What is Pomegranate Molasses?
The Arabi Pantry
What is Pomegranate Molasses?
دبس رمان
An entire orchard reduced to a dark spoonful of sweet-and-sour.
Where the bottle shines: over smoke, over salads, over anything too rich for its own good.
Pomegranate molasses is pomegranate juice simmered down — no additives in the good bottles — until it turns thick, dark, and glossy, with a flavor that lands sweet first and finishes sharply sour. One bottle represents an absurd number of pomegranates, which is why a tablespoon does the work a cup of juice couldn't.
It is the Levant's secret balancing agent. Syrian and Lebanese kitchens thread it into muhammara, over baba ghanouj, into fattoush dressing, and across anything fatty that needs an argument — grilled meat, roasted eggplant, even fried cauliflower. Once it's in the door it starts appearing in places no recipe suggested, and it is always right.
How to use it
- The dressing's dark note in fattoush
- A thread over baba ghanouj and grilled vegetables
- Glazing chicken or kofta in the last minutes of cooking
- One spoon into lentil soup, and watch what happens
The Jar Itself
Two bottles of the orchard, reduced.
Free U.S. shipping on orders over $75.
Questions people actually ask
What does pomegranate molasses taste like?
Sweet-tart moving to sour — nearer tamarind or aged balsamic than to sugar syrup. The good bottles list one ingredient: pomegranate juice, reduced.
What can I substitute for pomegranate molasses?

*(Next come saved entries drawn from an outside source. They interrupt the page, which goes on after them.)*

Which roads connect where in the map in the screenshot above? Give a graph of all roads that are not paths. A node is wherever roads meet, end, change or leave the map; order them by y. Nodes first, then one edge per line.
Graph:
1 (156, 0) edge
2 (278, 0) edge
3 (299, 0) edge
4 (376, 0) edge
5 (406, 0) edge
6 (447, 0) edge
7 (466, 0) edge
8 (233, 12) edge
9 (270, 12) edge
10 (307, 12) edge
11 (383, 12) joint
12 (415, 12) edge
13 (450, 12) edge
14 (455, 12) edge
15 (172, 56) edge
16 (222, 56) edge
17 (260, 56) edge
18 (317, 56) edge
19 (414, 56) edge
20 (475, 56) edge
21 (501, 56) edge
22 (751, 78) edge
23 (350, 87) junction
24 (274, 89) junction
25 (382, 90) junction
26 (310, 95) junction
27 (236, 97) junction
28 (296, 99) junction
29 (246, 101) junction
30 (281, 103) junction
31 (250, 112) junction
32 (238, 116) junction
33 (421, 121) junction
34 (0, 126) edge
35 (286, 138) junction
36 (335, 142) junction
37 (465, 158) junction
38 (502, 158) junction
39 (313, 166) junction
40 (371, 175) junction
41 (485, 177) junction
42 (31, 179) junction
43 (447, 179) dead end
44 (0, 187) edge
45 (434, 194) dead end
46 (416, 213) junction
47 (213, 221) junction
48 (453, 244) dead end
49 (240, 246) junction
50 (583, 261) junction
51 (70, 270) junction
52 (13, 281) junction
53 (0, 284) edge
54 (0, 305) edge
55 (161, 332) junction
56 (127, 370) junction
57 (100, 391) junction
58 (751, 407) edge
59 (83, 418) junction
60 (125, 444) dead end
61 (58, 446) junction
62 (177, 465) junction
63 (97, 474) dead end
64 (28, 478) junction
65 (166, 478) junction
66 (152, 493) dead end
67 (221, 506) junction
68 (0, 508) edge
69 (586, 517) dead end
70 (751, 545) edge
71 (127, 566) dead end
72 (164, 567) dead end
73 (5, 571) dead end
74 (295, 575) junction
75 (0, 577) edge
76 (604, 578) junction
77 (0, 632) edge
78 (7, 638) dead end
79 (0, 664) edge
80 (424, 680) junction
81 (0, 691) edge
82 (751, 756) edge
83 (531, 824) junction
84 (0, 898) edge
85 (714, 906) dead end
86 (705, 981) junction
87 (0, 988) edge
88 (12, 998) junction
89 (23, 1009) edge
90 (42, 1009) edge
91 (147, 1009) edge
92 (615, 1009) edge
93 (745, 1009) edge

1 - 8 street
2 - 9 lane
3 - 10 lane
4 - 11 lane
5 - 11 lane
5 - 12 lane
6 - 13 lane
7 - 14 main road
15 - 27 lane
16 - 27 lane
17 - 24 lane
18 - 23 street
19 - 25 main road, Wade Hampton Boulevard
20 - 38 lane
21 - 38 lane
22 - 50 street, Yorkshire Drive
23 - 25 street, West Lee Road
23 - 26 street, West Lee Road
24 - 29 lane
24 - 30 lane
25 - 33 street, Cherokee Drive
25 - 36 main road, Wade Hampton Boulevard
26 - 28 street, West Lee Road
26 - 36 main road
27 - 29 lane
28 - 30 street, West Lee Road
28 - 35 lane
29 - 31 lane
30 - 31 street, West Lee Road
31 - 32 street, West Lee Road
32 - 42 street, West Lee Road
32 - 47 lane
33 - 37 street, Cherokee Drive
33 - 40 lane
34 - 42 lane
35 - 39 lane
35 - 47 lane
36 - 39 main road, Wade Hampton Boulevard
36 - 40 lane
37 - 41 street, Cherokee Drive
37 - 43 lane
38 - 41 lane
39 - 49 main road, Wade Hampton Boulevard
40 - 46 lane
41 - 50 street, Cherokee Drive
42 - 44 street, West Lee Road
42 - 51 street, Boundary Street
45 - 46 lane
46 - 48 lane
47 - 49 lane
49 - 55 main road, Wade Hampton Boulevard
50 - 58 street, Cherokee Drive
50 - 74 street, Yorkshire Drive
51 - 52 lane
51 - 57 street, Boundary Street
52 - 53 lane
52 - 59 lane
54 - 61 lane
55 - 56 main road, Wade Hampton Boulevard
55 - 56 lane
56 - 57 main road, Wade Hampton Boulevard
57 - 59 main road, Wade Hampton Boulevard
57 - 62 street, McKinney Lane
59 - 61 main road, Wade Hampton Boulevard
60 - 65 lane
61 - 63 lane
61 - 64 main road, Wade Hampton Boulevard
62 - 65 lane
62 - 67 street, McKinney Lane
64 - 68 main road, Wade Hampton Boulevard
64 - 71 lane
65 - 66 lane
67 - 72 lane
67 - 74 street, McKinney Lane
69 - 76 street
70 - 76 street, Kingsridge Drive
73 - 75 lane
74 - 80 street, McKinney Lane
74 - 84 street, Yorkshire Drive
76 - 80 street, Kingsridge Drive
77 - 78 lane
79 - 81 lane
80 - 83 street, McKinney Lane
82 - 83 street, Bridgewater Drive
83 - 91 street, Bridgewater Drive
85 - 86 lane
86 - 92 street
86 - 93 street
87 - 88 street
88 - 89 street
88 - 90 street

In a pinch: balsamic reduced with a little lemon. But the bottle keeps for a year in the pantry and costs less than the pomegranates it contains, so the real answer is to own it.
Is pomegranate molasses the same as grenadine?
No — grenadine is a sweet bar syrup, often artificial. Pomegranate molasses is savory-kitchen equipment: concentrated, sour, and meant for food.